To start off this week’s discussion I want to provide a link to a great article I found regarding this topic:,2933,293389,00.html

In the article I was drawn to the fact that pharmaceutical company, Seroquel, which makes a drug AstraZeneca—that “allegedly made teenagers ‘more likely to think about harming or killing themselves’"—was caught going in and altering the Wikipedia pages, deleting the information. After this got out the FDA issued a recommendation that pharmaceutical companies should warn about these possible side effects on labeling.

In this case I am more than certain that the company was fully aware of what it was doing. That they do enough preliminary testing to know what are possible and definitive side effects of using a particular drug. With profit interests at the wheel of our modern day medical/pharmaceutical/FDA triad, leading the anti-drug-war, while supporting the manufacturers and pushers of the legal-drug system; there really is no question why they would do this. To sell drugs which supposedly help us in the long run, and to make a profit. The saw bad PR, and just like a case study they would shred, they went in and deleted someone’s Constitutional right to speak, in the interest of the shareholder.
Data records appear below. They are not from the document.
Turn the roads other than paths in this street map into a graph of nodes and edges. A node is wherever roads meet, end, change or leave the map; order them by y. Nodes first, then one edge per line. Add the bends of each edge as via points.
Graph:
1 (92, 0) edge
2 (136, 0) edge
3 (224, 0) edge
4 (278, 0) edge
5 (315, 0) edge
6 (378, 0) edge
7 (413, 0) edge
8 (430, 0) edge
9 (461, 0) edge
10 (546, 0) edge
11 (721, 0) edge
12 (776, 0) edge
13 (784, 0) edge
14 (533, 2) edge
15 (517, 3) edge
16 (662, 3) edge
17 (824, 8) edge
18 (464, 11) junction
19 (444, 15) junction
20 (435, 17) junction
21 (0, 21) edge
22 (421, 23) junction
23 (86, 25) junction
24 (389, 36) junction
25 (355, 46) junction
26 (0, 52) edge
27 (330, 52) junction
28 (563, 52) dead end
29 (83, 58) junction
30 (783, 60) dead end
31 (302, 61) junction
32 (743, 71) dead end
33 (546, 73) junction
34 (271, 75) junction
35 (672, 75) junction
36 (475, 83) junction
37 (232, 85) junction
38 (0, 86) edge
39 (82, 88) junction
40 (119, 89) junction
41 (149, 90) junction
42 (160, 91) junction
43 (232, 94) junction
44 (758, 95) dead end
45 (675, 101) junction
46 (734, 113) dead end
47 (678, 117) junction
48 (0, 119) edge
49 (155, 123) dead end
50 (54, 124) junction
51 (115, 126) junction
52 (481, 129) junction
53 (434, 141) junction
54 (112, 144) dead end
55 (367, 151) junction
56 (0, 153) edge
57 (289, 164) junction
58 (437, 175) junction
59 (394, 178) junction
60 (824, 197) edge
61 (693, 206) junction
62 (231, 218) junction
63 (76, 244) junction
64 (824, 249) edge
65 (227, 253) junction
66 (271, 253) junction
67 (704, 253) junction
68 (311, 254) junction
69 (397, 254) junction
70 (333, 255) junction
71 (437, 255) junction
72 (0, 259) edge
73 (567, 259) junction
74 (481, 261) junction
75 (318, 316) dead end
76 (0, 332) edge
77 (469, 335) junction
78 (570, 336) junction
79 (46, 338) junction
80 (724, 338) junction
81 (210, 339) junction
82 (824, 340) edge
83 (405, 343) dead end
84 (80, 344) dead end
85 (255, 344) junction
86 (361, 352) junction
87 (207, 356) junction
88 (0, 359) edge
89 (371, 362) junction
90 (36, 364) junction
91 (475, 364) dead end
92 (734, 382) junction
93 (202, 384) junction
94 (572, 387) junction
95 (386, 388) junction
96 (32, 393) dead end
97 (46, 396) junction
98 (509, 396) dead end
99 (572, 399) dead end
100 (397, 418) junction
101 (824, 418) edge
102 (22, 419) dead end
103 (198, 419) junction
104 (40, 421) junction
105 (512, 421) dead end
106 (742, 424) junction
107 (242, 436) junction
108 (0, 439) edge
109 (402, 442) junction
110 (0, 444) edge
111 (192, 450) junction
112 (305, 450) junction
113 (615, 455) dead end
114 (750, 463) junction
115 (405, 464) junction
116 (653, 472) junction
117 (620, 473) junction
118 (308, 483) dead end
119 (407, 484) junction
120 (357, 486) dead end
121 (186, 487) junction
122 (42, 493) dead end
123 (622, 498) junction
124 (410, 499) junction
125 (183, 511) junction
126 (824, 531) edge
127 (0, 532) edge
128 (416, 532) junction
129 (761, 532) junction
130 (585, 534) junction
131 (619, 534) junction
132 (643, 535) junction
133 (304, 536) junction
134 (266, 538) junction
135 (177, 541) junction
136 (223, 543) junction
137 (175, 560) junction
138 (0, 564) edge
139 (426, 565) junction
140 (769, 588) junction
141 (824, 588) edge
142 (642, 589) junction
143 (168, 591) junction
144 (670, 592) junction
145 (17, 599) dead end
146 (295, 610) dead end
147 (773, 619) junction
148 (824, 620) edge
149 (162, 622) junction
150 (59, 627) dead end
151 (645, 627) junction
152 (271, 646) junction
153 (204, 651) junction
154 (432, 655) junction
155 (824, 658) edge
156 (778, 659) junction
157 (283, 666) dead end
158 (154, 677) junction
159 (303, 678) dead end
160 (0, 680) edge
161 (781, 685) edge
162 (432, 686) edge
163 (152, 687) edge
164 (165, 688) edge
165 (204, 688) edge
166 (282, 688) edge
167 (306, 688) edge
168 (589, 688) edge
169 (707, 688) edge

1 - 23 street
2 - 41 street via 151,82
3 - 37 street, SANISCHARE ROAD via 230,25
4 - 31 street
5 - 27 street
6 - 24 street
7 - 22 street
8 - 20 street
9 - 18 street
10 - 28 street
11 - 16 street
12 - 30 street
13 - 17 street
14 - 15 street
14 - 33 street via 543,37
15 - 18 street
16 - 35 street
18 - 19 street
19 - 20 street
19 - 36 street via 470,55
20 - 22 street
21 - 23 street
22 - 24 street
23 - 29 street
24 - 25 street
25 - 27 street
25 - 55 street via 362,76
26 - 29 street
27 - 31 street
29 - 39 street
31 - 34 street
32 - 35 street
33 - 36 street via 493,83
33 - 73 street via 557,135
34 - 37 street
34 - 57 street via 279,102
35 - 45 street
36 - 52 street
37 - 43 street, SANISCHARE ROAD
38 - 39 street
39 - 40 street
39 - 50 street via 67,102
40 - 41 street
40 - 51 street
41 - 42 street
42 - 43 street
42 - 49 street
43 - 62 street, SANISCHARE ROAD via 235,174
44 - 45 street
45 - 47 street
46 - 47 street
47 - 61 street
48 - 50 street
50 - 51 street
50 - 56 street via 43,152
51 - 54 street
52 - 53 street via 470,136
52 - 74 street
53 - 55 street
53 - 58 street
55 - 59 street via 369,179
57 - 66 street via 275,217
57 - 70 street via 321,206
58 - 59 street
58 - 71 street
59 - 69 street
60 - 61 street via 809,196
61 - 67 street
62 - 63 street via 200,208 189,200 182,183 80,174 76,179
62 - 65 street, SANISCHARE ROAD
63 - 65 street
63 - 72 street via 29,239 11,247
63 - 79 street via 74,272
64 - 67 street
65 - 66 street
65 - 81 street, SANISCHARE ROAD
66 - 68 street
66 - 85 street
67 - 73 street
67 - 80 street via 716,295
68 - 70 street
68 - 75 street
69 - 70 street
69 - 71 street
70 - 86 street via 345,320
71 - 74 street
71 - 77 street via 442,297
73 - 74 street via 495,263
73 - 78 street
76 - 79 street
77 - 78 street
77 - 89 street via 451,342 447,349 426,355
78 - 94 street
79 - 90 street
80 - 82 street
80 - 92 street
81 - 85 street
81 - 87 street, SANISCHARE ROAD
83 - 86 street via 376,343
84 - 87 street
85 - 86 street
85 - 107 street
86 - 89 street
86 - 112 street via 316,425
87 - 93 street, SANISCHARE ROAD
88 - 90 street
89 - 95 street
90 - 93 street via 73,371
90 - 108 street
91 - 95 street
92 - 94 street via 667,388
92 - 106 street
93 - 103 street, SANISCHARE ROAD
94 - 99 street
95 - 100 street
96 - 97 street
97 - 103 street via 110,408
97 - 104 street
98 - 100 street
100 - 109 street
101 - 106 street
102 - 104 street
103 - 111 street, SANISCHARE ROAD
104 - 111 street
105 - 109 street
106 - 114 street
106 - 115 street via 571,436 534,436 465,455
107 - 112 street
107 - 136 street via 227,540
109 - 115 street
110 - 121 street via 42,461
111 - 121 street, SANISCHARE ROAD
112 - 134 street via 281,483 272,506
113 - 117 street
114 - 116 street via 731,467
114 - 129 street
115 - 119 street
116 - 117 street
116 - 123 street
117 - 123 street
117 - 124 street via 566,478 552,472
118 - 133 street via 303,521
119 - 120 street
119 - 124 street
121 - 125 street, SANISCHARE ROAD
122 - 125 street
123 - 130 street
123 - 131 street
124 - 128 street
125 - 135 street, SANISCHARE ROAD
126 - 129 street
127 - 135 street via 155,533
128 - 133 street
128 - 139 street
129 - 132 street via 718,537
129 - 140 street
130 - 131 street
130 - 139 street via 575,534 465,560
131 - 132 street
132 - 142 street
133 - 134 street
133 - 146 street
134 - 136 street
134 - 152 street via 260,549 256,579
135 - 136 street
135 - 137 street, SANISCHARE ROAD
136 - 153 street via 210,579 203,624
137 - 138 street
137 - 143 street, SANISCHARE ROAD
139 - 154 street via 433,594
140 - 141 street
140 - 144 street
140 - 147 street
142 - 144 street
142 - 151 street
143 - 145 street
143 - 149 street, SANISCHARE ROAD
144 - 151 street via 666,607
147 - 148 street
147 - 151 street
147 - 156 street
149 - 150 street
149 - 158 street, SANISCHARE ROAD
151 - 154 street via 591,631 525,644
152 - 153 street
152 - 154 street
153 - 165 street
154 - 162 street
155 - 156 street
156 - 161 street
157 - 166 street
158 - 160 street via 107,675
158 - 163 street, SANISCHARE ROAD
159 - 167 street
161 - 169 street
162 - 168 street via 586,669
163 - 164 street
Tobacco now has their warning labels, and before they were required to provide warnings and take responsibility for the deaths their products cause, Camel Joe was a kid’s favorite in the advertising world. I think this points out the infancy we are in with regards to legal and moral codes that need to be established on the Internet. I think if a company does something like this, a great legal ramification would be to make them remove their Web site and all other online mediums that have the interest of the company as the goal for certain amount of time. Just like corporate America is separate from the individual American, so too can the companies be kept separate from the people on the Web. Ultimately, what Seroquel did not understand is that people are smart enough to use the Internet in ways they might not yet be aware of, just like reverse searching an IP address and linking it to the corporate office’s terminal. I do understand, if someone is unfairly bashing a company or product—but that is why slander laws are in place. If this is the case though, then it is easily reversed with proper PR.

Seroquel could have quite simply been honest. Not lie about side effects of their drugs and let the consumers make a wise choice. Instead of being scrupulous, face the negative PR head on. Take responsibility for it. Maybe in the case of a few, the suicidal thoughts would be a good day for them. Bring that to light. Instead of deletion, say “yes, this is true, but…”. There should be a cloak of responsibility that surrounds the corporate conglomerates. Maybe Wikipedia needs to alter the access privileges from IP addresses and email accounts that have any relation to the company. And the government could make it illegal for anyone with corporate relations to an entity to go in and talk about that company on open and social forums. In any case, just like Watergate, when you hide and cover up the truth, these corporations have a legal responsibility to allow free and open communication between consumers. The Internet really makes the truth much easier to get to.